Funny how that works.

The barrage didn't let up. The Americans scored twice in the first period, twice in the second and rolled over Finland 5-0 at the Gangneung Hockey Center to punch their ticket to the gold medal game.

The offensive output came as a relief to the U.S. after scoring only nine goals total in three preliminary games.

USA Hockey

"We put our attention on scoring," Stauber said. "When you're out-shooting teams 2-to-1 and you're barely winning or not scoring as much as you'd like, what else are you going to repeat?"

Speaking of repeat, the gold medal game could look awfully familiar as the United States will play Canada for the third straight time. Canada defeated the Olympic Athletes from Russia 5-0 in the other semifinal. The Canadians have won four consecutive gold medals and own a 24-game Olympic winning streak.

The Americans are trying to win gold for the first time since the 1998 Nagano Olympics.

The title game is scheduled for 10:10 p.m. (Twin Cities time) on Wednesday.

"This team is ready," Duggan said. "This team is full passion and energy and excitement.
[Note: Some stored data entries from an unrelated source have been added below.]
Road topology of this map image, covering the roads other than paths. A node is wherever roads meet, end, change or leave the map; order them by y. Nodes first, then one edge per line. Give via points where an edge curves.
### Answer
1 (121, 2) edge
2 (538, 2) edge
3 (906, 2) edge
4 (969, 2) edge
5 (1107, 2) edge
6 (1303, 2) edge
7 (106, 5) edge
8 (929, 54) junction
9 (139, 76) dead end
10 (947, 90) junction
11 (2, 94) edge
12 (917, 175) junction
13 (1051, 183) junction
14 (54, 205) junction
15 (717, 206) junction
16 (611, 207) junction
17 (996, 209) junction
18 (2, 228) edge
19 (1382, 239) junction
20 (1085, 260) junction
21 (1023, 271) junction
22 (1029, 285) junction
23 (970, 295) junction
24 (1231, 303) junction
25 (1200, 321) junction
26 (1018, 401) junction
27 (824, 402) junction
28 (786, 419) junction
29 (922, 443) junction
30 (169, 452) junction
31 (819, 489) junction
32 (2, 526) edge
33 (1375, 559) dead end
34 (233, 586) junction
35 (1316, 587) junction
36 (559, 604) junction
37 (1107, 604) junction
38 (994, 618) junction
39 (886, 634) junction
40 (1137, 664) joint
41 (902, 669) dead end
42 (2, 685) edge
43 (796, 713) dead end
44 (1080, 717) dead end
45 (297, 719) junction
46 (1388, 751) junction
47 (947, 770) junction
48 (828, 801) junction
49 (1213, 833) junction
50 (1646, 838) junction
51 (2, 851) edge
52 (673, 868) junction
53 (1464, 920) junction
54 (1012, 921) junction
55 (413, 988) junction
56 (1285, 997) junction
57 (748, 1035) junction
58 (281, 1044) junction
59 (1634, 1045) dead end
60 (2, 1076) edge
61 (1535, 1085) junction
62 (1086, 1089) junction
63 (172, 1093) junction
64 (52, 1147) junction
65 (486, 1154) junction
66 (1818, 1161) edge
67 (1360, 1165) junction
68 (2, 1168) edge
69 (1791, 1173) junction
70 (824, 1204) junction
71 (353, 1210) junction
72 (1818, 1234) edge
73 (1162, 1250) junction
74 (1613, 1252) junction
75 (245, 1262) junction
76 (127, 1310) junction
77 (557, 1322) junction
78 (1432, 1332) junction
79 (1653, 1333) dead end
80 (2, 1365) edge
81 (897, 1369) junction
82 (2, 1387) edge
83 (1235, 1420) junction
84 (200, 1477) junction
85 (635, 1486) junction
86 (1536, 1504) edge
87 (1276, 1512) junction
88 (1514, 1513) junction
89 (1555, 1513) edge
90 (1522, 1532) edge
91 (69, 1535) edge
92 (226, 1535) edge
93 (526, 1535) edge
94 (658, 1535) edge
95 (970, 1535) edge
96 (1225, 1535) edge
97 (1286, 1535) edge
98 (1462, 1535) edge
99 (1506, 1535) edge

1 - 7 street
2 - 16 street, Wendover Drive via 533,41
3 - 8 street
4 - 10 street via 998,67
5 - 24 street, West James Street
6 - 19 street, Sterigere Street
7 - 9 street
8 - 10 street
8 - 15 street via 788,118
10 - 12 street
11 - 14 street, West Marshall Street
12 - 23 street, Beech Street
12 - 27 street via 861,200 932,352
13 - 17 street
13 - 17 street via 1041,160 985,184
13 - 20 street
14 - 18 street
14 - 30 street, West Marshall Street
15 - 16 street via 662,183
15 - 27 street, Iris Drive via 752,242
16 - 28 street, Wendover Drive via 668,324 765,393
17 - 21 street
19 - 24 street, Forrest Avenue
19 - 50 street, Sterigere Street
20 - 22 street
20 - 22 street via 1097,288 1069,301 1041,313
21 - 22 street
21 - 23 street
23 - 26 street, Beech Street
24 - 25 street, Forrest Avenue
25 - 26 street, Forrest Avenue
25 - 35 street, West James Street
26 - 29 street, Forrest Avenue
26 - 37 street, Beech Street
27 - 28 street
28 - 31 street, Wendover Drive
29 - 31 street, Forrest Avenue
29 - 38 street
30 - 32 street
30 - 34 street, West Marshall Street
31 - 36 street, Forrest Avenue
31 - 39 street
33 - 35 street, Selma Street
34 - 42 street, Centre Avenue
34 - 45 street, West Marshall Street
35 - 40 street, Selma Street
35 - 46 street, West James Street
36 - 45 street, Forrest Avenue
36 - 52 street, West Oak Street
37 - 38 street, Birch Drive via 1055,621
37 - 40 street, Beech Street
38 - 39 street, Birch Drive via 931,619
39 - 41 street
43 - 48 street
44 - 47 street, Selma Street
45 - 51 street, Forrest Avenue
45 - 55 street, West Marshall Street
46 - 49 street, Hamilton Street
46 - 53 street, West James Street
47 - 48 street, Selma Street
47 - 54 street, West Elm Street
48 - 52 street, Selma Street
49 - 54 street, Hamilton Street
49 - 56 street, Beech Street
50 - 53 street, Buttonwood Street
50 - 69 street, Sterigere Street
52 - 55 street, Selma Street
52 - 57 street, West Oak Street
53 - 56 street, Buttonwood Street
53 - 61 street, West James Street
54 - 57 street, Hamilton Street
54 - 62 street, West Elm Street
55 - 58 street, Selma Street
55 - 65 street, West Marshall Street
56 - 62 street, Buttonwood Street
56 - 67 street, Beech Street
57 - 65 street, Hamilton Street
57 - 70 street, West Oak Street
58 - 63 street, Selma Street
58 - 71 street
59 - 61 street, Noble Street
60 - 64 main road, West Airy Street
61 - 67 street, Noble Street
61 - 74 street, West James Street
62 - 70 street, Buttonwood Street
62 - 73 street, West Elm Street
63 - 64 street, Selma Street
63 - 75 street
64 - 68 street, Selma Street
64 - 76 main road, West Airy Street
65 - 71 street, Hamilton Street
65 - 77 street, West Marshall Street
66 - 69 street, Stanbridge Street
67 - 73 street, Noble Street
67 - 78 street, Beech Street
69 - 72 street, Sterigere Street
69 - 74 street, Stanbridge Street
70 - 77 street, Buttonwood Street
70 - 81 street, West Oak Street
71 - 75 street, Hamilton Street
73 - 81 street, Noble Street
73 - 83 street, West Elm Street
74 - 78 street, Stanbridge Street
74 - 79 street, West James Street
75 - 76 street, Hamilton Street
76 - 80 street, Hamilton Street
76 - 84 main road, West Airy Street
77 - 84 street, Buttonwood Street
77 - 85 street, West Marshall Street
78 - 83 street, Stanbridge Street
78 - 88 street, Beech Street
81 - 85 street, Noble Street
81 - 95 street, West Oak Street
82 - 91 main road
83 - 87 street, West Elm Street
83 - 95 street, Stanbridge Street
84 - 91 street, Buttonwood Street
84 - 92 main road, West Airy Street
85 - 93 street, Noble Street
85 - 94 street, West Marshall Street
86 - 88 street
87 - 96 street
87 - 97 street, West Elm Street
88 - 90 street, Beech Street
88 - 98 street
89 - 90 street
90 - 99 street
We've worked really hard this tournament, the last four years and our whole entire lives to put ourselves in position to go after a gold medal."
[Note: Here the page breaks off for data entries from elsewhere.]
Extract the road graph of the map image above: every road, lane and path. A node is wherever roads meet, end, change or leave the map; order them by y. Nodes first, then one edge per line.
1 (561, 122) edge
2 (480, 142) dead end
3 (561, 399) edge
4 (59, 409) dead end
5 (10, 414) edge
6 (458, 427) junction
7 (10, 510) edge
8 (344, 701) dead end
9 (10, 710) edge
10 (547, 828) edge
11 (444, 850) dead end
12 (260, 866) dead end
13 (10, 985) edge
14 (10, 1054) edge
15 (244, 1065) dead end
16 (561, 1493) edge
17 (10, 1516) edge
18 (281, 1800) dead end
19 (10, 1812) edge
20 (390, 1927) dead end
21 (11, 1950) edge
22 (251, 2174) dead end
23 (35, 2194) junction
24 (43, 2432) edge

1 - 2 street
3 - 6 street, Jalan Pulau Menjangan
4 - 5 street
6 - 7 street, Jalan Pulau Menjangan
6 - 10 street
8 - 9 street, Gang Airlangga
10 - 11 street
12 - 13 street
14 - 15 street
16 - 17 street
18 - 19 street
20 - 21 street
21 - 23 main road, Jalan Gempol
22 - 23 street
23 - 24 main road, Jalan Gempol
They had little trouble in the semifinals, improving to 8-0 against Finland all-time in the Olympics.

Dani Cameranesi scored two goals to pace the scoring, including a nifty individual effort in the first period after darting in and intercepting a pass.

Finland goalie Noora Raty, the former Gophers star who has been all-world for a long time, got little help from her teammates as the U.S. kept firing pucks at her.

The Americans held a commanding advantage in shots (38-14) and were relentless in their attack. Their formula looked exactly what they worked on the last week in practice.

"Hey, here are the facts: Canada has watched us practice four days in a row and they've watched what we've been doing," Stauber said. "And we've been going to the net hard and we've been putting pucks to the net. It doesn't matter. You've got to score."

The U.S. doubled its lead in the second period with a pair of power-play goals after two Finland penalties gave them a 5-on-3 advantage for nearly 1½ minutes.

Jocelyne Lamoureux-Davidson smoked a slap shot from inside the faceoff circle for a 3-0 lead as the two-man advantage was just about to expire.

Hilary Knight scored again 34 seconds later on a redirect from in front of the net.

The game was over at that point.

"We're clicking," Knight said. "We're humming."

In analyzing video of their preliminary games, the coaching staff noticed teams collapsing their defense to prevent prime scoring chances.

"Teams respect our speed and our skill," Stauber said. "They pack it in. They make it very hard to make cleans plays through those tight areas, which is a good game plan on their part. I would too."

Stauber said opponents sometimes "turn their heels to the net and guard us like a football receiver" when the U.S. has speed rushes down the wing.

"That's not going to change," he said. "And we don't expect refereeing to change at all. It will not change. We have to change. We have to drive even harder than we have. Period."

That's why Stauber devoted so much time in recent practices to scoring goals in traffic from close range. They scored a lot of them from that area in the semifinals, and now they have a shot at gold again.

"We had a very clean performance," Stauber said.